[Saved data entries]
━━━━━━━━━━━━━━━━━━━━━━━━━━━━━━
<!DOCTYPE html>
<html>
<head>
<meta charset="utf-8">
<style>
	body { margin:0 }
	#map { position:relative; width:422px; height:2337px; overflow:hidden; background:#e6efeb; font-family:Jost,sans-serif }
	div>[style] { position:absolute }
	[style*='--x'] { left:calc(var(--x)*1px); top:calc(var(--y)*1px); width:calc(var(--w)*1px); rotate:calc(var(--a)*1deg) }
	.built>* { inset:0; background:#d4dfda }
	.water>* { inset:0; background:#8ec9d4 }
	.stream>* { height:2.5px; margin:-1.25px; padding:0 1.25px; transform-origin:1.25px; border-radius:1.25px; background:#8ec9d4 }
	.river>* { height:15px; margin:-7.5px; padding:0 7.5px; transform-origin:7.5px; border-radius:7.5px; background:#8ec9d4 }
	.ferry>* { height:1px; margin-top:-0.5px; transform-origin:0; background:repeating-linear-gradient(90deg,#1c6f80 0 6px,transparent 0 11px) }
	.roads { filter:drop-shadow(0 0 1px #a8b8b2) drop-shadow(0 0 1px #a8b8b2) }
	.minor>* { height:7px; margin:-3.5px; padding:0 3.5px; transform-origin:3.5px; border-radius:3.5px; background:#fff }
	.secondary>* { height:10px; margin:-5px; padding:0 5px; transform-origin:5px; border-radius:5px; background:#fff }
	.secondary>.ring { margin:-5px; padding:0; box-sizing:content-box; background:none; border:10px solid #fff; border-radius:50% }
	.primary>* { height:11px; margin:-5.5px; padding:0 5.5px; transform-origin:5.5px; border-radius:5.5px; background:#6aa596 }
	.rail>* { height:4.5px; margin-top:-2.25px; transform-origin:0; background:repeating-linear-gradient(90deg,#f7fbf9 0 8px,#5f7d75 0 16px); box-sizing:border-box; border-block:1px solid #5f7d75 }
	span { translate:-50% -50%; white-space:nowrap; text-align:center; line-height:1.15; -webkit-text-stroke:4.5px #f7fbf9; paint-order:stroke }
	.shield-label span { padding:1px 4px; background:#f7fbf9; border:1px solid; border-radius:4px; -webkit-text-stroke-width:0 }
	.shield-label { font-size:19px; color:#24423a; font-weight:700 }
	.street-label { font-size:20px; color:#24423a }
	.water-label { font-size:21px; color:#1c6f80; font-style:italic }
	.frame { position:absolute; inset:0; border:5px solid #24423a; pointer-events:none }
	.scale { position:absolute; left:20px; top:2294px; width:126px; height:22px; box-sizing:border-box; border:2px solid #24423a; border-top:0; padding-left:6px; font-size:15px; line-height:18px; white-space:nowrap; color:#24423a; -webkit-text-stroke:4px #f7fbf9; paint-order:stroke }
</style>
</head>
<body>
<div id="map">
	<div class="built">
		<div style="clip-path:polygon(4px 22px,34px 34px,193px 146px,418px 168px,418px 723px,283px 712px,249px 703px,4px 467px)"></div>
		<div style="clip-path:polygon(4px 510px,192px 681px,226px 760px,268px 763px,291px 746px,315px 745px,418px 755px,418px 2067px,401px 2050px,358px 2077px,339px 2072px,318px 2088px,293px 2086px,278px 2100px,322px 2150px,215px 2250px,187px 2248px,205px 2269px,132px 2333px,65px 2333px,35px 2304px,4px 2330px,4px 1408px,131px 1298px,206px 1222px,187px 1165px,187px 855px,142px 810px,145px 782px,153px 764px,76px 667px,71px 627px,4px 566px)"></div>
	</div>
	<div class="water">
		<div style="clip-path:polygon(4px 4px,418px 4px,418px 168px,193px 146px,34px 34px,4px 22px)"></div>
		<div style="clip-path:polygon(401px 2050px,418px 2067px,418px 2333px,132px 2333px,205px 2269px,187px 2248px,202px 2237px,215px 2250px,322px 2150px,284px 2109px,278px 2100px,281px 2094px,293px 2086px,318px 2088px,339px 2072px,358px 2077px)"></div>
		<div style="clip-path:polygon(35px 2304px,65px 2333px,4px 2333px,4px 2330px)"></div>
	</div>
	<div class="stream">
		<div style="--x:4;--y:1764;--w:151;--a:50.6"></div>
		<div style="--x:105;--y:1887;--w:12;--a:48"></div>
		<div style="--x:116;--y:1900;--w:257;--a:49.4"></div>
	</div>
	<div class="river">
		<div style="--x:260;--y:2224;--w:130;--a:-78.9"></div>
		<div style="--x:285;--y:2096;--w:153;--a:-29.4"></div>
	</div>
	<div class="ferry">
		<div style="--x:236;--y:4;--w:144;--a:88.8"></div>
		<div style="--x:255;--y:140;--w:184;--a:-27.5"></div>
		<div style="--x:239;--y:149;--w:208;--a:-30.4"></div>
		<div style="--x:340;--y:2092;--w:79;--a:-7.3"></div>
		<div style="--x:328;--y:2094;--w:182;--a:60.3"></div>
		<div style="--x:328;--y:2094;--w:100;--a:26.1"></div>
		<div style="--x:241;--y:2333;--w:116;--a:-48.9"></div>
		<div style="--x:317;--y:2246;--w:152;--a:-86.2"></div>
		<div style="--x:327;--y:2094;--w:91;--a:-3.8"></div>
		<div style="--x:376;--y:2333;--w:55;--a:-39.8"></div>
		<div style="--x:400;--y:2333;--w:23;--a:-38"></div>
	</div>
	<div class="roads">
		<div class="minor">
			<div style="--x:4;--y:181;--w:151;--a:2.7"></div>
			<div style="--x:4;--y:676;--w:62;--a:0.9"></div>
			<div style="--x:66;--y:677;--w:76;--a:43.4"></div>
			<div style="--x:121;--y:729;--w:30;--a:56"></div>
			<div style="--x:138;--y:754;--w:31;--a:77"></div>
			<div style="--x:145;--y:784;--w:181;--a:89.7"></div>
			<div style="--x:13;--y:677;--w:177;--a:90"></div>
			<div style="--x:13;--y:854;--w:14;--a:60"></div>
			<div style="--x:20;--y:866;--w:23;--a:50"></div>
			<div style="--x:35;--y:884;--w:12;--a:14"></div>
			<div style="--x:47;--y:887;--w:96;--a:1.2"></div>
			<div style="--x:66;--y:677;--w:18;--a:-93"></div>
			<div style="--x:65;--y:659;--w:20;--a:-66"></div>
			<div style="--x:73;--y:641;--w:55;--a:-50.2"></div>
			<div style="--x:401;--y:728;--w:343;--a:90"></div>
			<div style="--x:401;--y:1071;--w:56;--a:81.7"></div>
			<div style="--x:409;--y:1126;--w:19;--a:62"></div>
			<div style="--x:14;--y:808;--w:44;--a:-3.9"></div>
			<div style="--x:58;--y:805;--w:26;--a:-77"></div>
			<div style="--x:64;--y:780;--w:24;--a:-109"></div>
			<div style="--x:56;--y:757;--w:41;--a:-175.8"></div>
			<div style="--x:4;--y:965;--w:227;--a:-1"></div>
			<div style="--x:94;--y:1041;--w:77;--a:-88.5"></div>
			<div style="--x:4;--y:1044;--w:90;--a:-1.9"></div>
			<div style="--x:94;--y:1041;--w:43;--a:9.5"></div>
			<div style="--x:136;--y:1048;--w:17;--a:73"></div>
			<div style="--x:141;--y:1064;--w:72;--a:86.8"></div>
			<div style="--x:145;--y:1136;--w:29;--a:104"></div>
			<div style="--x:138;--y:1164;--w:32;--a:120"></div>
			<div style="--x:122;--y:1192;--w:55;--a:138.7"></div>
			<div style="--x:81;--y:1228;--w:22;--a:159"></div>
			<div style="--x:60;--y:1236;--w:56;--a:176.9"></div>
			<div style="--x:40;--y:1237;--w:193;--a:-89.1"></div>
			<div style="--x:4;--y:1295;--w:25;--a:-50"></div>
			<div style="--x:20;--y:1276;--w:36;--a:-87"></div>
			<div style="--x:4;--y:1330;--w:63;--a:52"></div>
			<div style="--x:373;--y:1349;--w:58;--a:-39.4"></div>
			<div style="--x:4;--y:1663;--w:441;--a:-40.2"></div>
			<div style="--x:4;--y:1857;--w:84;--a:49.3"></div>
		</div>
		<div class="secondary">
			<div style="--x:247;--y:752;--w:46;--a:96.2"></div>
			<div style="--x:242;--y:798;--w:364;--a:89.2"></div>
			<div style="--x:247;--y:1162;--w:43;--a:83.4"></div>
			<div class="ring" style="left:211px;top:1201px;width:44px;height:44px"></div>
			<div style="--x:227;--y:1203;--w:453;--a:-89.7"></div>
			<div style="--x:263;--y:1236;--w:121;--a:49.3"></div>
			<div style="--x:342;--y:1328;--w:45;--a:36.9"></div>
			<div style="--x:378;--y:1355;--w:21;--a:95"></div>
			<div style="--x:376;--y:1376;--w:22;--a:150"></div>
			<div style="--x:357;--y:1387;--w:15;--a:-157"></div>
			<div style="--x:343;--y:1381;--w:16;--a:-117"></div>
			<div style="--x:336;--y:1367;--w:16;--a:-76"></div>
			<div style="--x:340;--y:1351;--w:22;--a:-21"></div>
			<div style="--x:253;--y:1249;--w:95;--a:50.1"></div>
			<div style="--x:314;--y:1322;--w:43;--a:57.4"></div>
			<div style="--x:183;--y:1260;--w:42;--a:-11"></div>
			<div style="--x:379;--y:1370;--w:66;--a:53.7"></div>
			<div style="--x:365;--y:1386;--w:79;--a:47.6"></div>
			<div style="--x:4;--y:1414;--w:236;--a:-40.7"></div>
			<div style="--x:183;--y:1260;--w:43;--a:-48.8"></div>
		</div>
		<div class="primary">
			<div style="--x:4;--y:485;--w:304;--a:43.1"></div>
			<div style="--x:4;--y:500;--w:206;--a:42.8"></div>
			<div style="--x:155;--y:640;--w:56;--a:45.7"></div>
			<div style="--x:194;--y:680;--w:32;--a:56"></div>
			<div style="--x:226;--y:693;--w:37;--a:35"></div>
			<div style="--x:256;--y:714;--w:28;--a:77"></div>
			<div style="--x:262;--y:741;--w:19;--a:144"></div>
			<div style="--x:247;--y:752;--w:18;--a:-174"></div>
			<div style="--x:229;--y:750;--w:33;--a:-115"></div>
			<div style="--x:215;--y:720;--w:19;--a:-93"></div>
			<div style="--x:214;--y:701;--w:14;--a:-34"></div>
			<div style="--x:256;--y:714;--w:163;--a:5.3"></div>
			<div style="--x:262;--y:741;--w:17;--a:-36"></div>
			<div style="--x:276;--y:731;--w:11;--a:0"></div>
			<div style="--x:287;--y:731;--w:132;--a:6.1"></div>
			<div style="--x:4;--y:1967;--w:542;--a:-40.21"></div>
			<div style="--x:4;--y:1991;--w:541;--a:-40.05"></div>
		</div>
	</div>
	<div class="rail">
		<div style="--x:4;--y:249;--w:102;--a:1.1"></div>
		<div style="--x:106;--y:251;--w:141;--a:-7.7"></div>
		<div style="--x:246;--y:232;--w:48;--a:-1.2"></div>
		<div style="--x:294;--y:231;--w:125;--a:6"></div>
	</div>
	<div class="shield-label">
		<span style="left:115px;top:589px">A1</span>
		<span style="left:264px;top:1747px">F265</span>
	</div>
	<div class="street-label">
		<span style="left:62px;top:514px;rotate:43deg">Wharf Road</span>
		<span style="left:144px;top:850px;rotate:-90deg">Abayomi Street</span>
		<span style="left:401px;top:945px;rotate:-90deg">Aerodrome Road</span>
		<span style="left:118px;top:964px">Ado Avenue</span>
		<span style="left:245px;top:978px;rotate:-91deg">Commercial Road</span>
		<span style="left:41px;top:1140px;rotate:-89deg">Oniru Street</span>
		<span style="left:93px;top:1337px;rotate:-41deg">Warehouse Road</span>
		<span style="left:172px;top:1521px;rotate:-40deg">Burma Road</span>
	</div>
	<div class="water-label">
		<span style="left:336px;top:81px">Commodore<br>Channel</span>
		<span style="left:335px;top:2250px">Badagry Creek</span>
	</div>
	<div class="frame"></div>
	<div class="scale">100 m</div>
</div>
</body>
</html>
━━━━━━━━━━━━━━━━━━━━━━━━━━━━━━
Exercise instructions —
Show each line of the records above containing "stream".

Task result —
	.stream>* { height:2.5px; margin:-1.25px; padding:0 1.25px; transform-origin:1.25px; border-radius:1.25px; background:#8ec9d4 }
	<div class="stream">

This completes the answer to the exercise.